Here’s an example from the East Bay in northern California. From the Berkeley Scanner:

Leaked memo: DA Pamela Price to shorten prison sentences, lean into probation

Emilie Raguso
MAR 2, 2023 10:29 AM

Barring “extraordinary circumstances” and approval by District Attorney Pamela Price herself, the penalty for most crimes in Alameda County will soon be restricted to probation or the lowest-level prison term.

Price announced the news in a memo to her office Wednesday afternoon and it quickly made its way to the media. …

Alameda County voters elected Pamela Price in November on her promise to address racial disparities and ”disrupt the system.”

The Scanner granted anonymity to DA’s office employees interviewed for this story due to widespread concerns about retribution.

They said they are deeply concerned about the impacts the new policies will have on public safety in Alameda County and that neither victims nor their families have been asked to weigh in.

“This is catastrophic to the safety of our community,” one DA’s office employee said. “What this does is get rid of anything that adds time beyond the base, core crime.”

Going forward, if a case is eligible for probation, that “shall be the presumptive offer,” the directive reads. If it is not, the sentencing offer “shall be the low term.”

“Almost all felonies, including those that are serious or violent, will now be probation eligible,” said one source familiar with the situation. “You basically have to make a probation offer.”

Exceptions include murder and certain sex crimes involving young children. But that’s about it, sources said.

The Price memo specifies that the new policies are “presumptive, not mandatory”—but makes clear that divergence from the path requires both extraordinary circumstances and multiple supervisors to sign off, including Price herself. …
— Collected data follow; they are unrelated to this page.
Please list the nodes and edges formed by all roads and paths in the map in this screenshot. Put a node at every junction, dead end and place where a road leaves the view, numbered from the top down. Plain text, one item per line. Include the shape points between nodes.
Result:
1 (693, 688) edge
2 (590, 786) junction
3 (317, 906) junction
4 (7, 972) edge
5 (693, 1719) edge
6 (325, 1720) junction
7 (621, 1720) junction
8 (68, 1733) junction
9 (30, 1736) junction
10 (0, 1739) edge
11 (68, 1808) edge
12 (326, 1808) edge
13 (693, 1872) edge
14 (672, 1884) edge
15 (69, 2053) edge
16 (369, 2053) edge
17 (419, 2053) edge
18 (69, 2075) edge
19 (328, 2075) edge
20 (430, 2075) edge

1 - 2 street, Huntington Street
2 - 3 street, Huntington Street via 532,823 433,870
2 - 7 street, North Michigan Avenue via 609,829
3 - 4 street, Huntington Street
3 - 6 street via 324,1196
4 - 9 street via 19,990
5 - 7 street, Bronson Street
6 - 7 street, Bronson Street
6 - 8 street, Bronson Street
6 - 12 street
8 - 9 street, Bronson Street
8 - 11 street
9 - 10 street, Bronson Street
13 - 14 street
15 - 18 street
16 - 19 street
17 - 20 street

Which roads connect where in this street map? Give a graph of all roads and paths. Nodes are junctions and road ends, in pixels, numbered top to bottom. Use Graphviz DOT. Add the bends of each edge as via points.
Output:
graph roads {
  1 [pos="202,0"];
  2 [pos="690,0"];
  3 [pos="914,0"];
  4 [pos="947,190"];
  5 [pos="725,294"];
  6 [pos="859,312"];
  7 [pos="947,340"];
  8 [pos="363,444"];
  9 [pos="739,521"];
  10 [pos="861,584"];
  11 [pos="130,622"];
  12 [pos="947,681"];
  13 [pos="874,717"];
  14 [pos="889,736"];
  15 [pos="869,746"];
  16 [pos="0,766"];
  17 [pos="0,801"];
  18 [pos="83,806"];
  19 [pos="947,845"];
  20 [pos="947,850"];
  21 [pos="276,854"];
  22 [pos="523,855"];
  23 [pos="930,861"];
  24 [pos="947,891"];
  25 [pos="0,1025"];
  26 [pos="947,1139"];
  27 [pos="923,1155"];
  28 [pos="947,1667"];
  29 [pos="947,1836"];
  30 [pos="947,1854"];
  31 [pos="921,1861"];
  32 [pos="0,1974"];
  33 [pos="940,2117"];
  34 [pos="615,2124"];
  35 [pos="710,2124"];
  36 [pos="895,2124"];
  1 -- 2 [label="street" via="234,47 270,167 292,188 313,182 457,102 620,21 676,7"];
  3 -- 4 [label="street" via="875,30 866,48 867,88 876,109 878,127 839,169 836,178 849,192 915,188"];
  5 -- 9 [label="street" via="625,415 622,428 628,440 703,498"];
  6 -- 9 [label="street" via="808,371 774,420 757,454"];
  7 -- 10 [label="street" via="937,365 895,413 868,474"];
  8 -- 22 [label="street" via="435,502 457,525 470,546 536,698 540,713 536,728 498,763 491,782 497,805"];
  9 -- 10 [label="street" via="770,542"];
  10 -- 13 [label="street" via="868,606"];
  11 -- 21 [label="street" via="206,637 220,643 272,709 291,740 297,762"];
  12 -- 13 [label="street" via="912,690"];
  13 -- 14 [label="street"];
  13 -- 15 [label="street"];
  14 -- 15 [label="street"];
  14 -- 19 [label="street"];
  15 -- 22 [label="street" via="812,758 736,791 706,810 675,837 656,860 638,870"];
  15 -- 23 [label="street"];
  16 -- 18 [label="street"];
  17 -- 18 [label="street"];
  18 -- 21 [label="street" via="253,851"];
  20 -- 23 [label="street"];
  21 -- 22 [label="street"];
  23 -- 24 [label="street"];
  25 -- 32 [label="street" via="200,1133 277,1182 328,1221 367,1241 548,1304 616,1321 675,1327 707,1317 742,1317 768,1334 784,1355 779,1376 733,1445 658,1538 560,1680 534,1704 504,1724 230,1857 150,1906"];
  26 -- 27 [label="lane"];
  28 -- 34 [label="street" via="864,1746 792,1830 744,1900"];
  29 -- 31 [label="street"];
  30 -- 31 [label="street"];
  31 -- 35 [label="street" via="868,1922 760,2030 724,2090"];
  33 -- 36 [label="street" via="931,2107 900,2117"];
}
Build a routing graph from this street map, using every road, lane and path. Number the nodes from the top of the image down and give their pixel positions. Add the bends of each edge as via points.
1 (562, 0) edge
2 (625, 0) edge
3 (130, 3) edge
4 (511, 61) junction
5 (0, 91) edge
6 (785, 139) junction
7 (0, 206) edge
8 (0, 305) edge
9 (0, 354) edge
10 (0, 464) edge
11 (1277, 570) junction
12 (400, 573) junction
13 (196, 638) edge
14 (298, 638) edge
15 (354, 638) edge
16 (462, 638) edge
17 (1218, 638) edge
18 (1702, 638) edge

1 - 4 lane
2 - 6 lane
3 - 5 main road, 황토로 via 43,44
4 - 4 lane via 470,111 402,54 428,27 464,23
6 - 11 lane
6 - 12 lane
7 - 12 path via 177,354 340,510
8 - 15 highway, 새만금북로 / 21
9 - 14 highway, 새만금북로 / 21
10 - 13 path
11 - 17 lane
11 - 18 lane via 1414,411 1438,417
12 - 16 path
Sentencing enhancements and allegations are essentially add-ons to the main criminal charges that increase the penalties in the case of conviction.

They often come into play when guns are used, if victims are particularly old or young, if there is gang involvement or if someone commits a new offense while out on bail. …

A robbery by a first-time offender involving a shove and a purse snatch, they continued, is now likely to have the same penalty as an armed robbery by someone with a history of violence.

Price wrote that firearm allegations, bail violations and gang enhancements “shall not be pursued in any case” without extraordinary circumstances and approval from multiple supervisors including Price.

But to get anything done politically in the 2020s, you need racial representation, which white people are not allowed to have. Fortunately, Alameda County has Asians who are outraged over the murder of 2-year-old Jasper Wu. The toddler was struck dead in his car seat by a stray bullet from a gunfight between two black gangs rolling down I-880.

And now from ABC7News.com:

EXCLUSIVE: I-Team obtains Alameda Co. DA’s email; lesser sentence for Jasper Wu’s killers?

By Dan Noyes KGO logo
Wednesday, March 29, 2023 10:04PM

ALAMEDA COUNTY, Calif. (KGO)—Alameda County District Attorney Pamela Price is drawing new criticism over her plans not to pursue jail time for those who commit violent crimes against the Asian American community. Price discussed that in an email obtained by the I-Team’s Dan Noyes.

… Three men—Trevor Green, Johnny Jackson, and Ivory Bivens have their preliminary hearing on murder charges in three weeks. A member of the AAPI community asked Alameda County District Attorney Pamela Price for an update on the case, and Price sent this email Tuesday that reads in part, “Our office is currently working on a partnership with the Asian Law Caucus to support AAPI victims of violence in ways that open up broader possibilities for healing and non-carceral forms of accountability.”

“Non-carceral”—meaning no jail time, even for violent criminals.

Norbert Chu served as Alameda County prosecutor for 35 years. He told the I-Team, “If I were Jasper’s parents, I would be highly offended. And I would be very fearful.”

Chu says, looking at that email, it is clear Price is paving the way for lesser charges and lesser sentencing in the Jasper Wu case. He called it “insulting.”